• [Description of the task]: Which lines run from the one containing "index tip: (460, 414)" to the last line of the entries? Return them exactly, with nothing more.
═══ Source material
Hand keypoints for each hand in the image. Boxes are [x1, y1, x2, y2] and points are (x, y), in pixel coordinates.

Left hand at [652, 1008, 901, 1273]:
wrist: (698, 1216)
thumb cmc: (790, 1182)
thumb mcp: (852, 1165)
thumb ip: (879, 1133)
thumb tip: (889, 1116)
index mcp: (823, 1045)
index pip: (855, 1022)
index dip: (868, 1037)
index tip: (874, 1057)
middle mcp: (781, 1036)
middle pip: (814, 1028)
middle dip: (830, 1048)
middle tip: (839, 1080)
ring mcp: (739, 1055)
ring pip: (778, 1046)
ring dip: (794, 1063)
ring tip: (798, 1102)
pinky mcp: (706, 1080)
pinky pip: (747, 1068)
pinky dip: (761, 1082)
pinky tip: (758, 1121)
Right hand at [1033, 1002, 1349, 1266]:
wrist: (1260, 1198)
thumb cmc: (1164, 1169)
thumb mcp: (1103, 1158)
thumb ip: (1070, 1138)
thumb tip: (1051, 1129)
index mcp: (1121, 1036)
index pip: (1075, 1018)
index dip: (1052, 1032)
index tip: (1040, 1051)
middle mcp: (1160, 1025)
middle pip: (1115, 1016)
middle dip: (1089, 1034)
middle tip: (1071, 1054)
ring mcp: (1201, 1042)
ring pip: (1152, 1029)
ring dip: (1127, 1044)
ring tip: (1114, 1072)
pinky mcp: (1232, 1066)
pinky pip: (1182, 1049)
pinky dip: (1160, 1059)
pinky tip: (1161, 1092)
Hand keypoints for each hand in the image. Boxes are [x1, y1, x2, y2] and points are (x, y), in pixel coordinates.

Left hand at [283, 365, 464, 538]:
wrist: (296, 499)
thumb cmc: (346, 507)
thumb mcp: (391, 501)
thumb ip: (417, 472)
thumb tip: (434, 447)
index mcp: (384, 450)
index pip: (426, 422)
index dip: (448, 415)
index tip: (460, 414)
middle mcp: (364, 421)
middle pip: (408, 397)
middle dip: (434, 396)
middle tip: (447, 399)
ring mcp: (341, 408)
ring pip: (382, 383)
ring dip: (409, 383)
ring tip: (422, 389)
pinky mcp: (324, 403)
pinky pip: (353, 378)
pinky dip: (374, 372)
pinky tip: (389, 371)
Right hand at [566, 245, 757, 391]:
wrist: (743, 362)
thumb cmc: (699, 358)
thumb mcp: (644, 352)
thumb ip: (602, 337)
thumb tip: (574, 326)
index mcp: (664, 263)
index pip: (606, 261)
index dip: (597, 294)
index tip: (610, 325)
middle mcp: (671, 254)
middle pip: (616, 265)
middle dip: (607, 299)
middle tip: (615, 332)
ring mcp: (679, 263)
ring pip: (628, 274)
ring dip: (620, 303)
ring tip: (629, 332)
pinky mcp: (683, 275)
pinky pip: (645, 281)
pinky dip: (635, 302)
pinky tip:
══════
• [Result of this exercise]:
index tip: (460, 414)
middle mcp: (364, 421)
middle pip: (408, 397)
middle dip: (434, 396)
middle tip: (447, 399)
ring mcp: (341, 408)
ring pip: (382, 383)
ring dip: (409, 383)
ring tip: (422, 389)
pinky mcp: (324, 403)
pinky pip: (353, 378)
pinky dip: (374, 372)
pinky tip: (389, 371)
Right hand at [566, 245, 757, 391]:
wrist: (743, 362)
thumb cmc: (699, 358)
thumb mcp: (644, 352)
thumb ip: (602, 337)
thumb tip: (574, 326)
index mcp: (664, 263)
index pip: (606, 261)
index dip: (597, 294)
index tip: (610, 325)
middle mcp: (671, 254)
middle pip: (616, 265)
middle dip: (607, 299)
middle tip: (615, 332)
ring mcp: (679, 263)
ring pip: (628, 274)
ring dip: (620, 303)
ring tip: (629, 332)
pinky mcp: (683, 275)
pinky pip: (645, 281)
pinky dip: (635, 302)
pinky tip:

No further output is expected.